[Saved data entries]
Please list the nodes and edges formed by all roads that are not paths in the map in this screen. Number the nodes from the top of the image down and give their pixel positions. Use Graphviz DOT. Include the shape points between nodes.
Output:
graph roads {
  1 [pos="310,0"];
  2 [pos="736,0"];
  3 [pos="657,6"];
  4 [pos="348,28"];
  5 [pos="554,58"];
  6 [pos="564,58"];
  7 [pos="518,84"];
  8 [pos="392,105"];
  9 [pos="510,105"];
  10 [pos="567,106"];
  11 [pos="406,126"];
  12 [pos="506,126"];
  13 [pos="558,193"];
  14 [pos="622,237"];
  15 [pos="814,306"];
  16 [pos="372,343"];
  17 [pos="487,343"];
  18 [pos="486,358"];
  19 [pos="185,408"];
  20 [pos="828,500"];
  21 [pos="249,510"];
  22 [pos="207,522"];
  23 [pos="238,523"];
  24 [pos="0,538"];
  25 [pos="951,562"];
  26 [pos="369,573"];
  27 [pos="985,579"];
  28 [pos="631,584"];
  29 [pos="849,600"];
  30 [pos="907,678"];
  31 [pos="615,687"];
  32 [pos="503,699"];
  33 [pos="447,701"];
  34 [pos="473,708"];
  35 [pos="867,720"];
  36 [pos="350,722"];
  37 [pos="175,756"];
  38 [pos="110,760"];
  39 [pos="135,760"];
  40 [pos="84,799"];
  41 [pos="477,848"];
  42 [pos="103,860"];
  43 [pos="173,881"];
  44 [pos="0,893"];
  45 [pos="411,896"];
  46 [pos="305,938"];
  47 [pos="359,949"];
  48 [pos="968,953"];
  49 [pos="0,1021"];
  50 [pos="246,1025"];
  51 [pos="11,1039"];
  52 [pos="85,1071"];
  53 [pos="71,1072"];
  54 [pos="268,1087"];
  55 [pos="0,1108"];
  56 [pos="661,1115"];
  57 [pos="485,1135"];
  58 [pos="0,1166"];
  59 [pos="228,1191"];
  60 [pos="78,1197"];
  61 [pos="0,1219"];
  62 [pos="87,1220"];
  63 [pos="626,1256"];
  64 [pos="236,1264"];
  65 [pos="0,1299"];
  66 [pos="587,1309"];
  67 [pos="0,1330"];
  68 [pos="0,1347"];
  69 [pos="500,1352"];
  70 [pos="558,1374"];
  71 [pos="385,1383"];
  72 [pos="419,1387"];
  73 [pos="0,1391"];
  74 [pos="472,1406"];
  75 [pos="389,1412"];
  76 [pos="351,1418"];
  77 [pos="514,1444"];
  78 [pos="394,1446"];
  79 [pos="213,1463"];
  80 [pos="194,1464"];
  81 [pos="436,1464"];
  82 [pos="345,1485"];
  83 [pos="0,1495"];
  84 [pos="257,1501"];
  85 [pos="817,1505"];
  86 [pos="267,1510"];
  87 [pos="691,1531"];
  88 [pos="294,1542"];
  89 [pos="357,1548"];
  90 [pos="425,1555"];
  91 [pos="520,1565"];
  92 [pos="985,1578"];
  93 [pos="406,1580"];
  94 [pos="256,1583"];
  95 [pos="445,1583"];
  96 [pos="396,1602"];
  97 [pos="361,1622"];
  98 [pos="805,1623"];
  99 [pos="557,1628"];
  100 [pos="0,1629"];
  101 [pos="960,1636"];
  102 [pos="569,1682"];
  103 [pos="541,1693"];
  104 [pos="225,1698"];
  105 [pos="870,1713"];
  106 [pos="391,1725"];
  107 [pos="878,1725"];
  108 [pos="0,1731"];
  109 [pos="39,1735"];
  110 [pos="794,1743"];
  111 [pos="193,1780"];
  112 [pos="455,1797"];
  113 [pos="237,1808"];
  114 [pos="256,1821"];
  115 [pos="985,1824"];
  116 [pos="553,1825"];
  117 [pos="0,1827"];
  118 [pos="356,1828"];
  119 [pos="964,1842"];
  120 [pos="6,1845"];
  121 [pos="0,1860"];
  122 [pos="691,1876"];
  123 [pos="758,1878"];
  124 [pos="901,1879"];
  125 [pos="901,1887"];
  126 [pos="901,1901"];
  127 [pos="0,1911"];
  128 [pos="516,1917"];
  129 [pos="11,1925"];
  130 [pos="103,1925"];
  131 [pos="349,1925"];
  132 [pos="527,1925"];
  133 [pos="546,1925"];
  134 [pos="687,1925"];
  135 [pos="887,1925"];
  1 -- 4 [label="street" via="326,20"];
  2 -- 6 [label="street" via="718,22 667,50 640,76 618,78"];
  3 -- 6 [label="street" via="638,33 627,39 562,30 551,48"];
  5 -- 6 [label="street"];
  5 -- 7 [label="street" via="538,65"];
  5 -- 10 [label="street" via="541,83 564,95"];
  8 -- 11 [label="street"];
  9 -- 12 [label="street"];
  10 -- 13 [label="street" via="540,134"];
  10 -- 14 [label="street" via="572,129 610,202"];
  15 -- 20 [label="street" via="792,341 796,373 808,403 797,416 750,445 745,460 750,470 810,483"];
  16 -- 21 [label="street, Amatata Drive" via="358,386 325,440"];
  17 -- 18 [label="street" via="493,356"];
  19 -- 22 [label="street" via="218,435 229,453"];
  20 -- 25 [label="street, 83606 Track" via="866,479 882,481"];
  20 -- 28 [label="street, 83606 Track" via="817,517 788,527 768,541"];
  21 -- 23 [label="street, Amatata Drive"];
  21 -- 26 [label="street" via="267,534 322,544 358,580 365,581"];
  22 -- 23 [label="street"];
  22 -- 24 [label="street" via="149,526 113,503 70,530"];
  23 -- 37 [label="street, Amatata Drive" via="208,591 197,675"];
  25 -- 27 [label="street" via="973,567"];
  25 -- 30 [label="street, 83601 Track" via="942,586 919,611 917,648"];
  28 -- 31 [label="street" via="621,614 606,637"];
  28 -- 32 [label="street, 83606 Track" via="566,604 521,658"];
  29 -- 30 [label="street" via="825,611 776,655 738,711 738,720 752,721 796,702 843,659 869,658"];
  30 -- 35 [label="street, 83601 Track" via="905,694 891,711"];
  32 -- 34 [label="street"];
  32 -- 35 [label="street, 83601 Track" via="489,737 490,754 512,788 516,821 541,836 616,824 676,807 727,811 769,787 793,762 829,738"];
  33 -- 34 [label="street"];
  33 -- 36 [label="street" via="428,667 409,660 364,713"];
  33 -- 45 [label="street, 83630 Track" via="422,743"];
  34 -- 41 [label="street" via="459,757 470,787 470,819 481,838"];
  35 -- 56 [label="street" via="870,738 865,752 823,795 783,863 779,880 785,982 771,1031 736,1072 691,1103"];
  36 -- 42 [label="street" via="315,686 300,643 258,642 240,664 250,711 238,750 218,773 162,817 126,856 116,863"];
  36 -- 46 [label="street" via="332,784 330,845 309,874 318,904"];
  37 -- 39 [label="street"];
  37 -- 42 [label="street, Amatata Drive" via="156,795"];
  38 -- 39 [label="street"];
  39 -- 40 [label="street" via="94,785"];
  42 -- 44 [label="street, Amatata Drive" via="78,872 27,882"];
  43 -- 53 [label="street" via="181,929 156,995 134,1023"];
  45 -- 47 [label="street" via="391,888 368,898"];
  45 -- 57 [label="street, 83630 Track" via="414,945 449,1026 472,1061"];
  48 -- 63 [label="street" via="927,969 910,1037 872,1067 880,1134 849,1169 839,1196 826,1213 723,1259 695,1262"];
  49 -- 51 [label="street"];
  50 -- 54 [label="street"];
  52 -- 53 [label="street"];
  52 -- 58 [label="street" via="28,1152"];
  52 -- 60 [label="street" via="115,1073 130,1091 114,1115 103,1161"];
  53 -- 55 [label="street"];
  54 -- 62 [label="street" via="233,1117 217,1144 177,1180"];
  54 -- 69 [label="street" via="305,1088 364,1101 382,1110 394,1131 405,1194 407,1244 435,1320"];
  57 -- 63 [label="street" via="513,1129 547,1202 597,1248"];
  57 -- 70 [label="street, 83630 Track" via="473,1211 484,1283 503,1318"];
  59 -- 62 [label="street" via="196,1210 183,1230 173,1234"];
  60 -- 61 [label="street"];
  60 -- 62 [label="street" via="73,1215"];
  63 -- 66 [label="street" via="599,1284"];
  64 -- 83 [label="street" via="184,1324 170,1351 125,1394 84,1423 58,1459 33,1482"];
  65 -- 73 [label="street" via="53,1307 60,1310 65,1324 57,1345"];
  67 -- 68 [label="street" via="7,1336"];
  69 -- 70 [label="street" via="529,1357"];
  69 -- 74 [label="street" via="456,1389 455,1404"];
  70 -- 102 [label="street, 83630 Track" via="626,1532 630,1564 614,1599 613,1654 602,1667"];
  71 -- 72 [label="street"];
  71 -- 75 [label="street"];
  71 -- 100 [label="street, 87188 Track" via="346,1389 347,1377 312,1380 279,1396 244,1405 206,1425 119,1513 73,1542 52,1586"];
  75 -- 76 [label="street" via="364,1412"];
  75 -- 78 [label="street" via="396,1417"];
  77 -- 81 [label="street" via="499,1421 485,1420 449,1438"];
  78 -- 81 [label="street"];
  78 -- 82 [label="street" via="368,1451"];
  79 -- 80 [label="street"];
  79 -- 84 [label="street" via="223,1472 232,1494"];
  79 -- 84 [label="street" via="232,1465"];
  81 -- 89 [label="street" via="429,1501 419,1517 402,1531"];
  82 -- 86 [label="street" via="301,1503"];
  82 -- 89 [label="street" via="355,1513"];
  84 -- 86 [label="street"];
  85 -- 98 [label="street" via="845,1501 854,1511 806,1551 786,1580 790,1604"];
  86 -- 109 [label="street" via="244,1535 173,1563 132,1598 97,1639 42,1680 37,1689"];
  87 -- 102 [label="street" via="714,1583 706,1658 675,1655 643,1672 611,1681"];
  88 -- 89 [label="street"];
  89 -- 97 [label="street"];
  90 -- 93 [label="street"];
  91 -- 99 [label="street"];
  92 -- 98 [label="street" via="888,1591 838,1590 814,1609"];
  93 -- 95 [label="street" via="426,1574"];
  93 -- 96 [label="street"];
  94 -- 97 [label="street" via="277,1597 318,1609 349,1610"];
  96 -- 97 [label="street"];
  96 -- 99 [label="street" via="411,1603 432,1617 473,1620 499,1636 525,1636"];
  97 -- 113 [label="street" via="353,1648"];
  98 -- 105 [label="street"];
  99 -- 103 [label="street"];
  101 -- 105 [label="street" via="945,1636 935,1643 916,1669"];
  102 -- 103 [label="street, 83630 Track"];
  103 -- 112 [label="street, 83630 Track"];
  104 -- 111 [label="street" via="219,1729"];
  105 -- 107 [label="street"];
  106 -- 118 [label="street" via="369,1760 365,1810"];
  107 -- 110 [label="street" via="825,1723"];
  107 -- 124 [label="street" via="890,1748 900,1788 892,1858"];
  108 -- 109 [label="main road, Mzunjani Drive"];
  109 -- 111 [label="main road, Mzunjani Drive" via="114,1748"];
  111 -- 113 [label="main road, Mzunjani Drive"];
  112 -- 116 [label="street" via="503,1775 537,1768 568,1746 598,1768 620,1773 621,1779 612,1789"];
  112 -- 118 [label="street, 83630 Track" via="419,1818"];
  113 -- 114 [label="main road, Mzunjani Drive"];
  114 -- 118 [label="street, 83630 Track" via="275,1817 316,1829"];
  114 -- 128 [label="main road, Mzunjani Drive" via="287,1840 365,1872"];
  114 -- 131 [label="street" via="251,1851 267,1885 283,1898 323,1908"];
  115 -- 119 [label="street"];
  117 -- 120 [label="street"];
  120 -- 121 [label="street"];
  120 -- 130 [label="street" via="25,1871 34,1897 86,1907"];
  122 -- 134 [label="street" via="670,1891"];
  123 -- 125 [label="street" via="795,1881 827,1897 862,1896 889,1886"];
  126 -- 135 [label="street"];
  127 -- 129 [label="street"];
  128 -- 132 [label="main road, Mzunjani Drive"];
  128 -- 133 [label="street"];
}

### TASK ITEM
Which lines of the records hold the string "Amatata"? Copy each one.

### PROBLEM SOLUTION
  16 -- 21 [label="street, Amatata Drive" via="358,386 325,440"];
  21 -- 23 [label="street, Amatata Drive"];
  23 -- 37 [label="street, Amatata Drive" via="208,591 197,675"];
  37 -- 42 [label="street, Amatata Drive" via="156,795"];
  42 -- 44 [label="street, Amatata Drive" via="78,872 27,882"];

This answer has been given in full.